• _WORK REQUIRED_
For the word "main", return each line of the data in which it occurs.

★ ★ ★ ★ ★ ★ ★

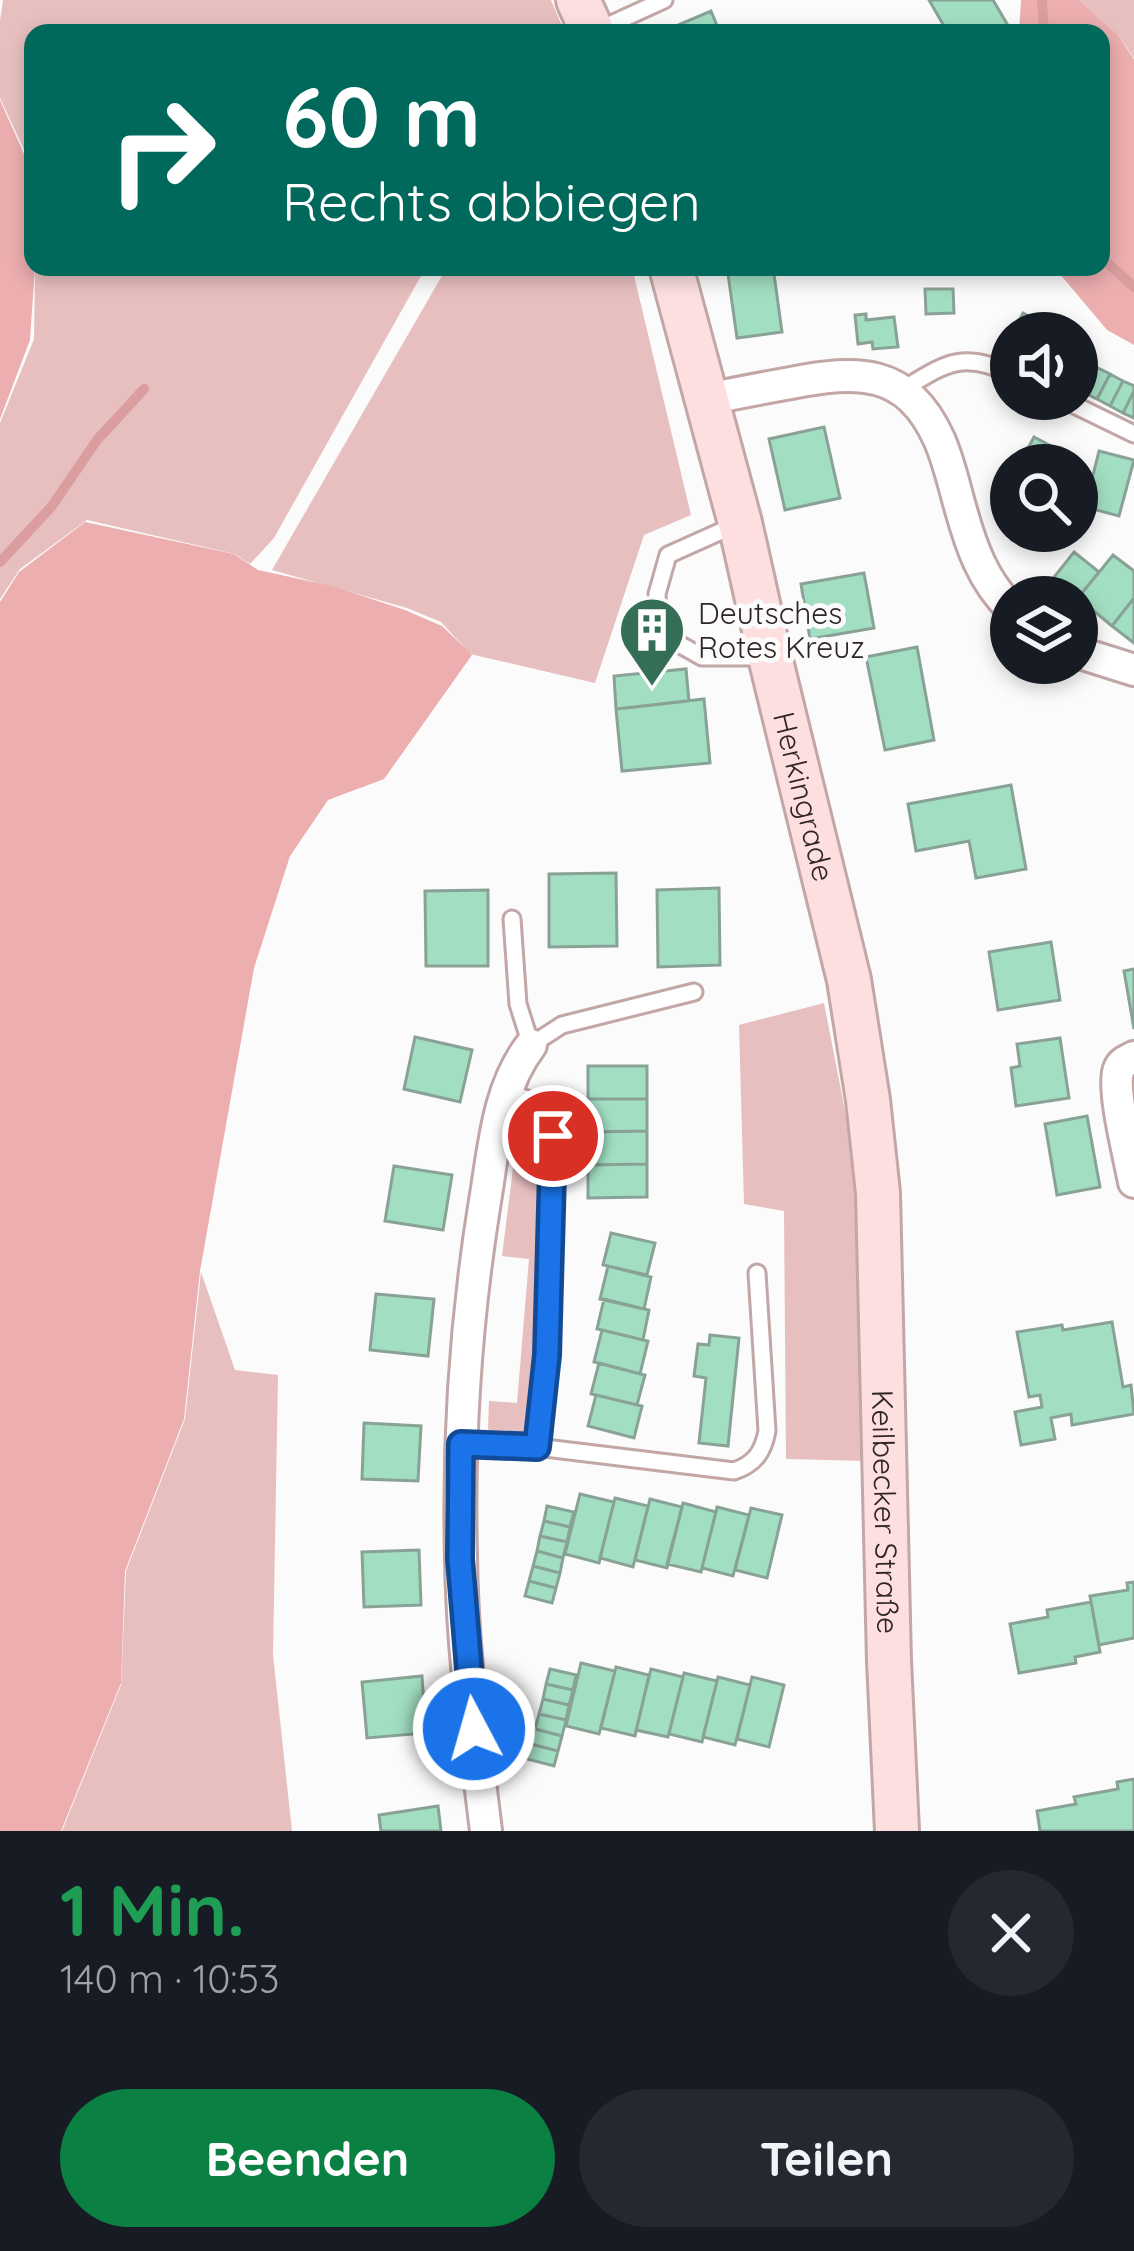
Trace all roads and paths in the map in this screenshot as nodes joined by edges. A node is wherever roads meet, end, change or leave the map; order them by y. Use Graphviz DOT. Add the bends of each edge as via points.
graph roads {
  1 [pos="664,0"];
  2 [pos="612,24"];
  3 [pos="674,276"];
  4 [pos="990,365"];
  5 [pos="902,390"];
  6 [pos="708,399"];
  7 [pos="1098,416"];
  8 [pos="1134,434"];
  9 [pos="740,523"];
  10 [pos="990,582"];
  11 [pos="770,657"];
  12 [pos="1098,659"];
  13 [pos="1134,670"];
  14 [pos="512,919"];
  15 [pos="694,992"];
  16 [pos="531,1045"];
  17 [pos="1134,1057"];
  18 [pos="506,1092"];
  19 [pos="1134,1181"];
  20 [pos="878,1193"];
  21 [pos="757,1273"];
  22 [pos="461,1444"];
  23 [pos="537,1447"];
  24 [pos="486,1831"];
  25 [pos="897,1831"];
  1 -- 2 [label="lane"];
  3 -- 6 [label="main road, Herkingrade"];
  4 -- 5 [label="lane" via="948,362"];
  5 -- 6 [label="street" via="861,374 832,374"];
  5 -- 10 [label="street" via="937,435"];
  6 -- 9 [label="main road, Herkingrade"];
  7 -- 8 [label="lane"];
  9 -- 11 [label="main road, Herkingrade"];
  9 -- 11 [label="lane" via="668,555 658,618 670,640 702,657"];
  11 -- 20 [label="main road, Herkingrade" via="849,980"];
  12 -- 13 [label="street"];
  14 -- 16 [label="lane" via="518,1004"];
  15 -- 16 [label="lane" via="562,1025"];
  16 -- 18 [label="street"];
  17 -- 19 [label="street" via="1119,1069 1117,1086"];
  18 -- 22 [label="street" via="477,1250"];
  18 -- 23 [label="lane" via="540,1102 553,1136"];
  20 -- 25 [label="main road, Keilbecker Straße"];
  21 -- 23 [label="lane" via="767,1414 754,1460 734,1471"];
  22 -- 23 [label="lane"];
  22 -- 24 [label="street" via="463,1594"];
}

★ ★ ★ ★ ★ ★ ★

• _ANSWER SPACE_
  3 -- 6 [label="main road, Herkingrade"];
  6 -- 9 [label="main road, Herkingrade"];
  9 -- 11 [label="main road, Herkingrade"];
  11 -- 20 [label="main road, Herkingrade" via="849,980"];
  20 -- 25 [label="main road, Keilbecker Straße"];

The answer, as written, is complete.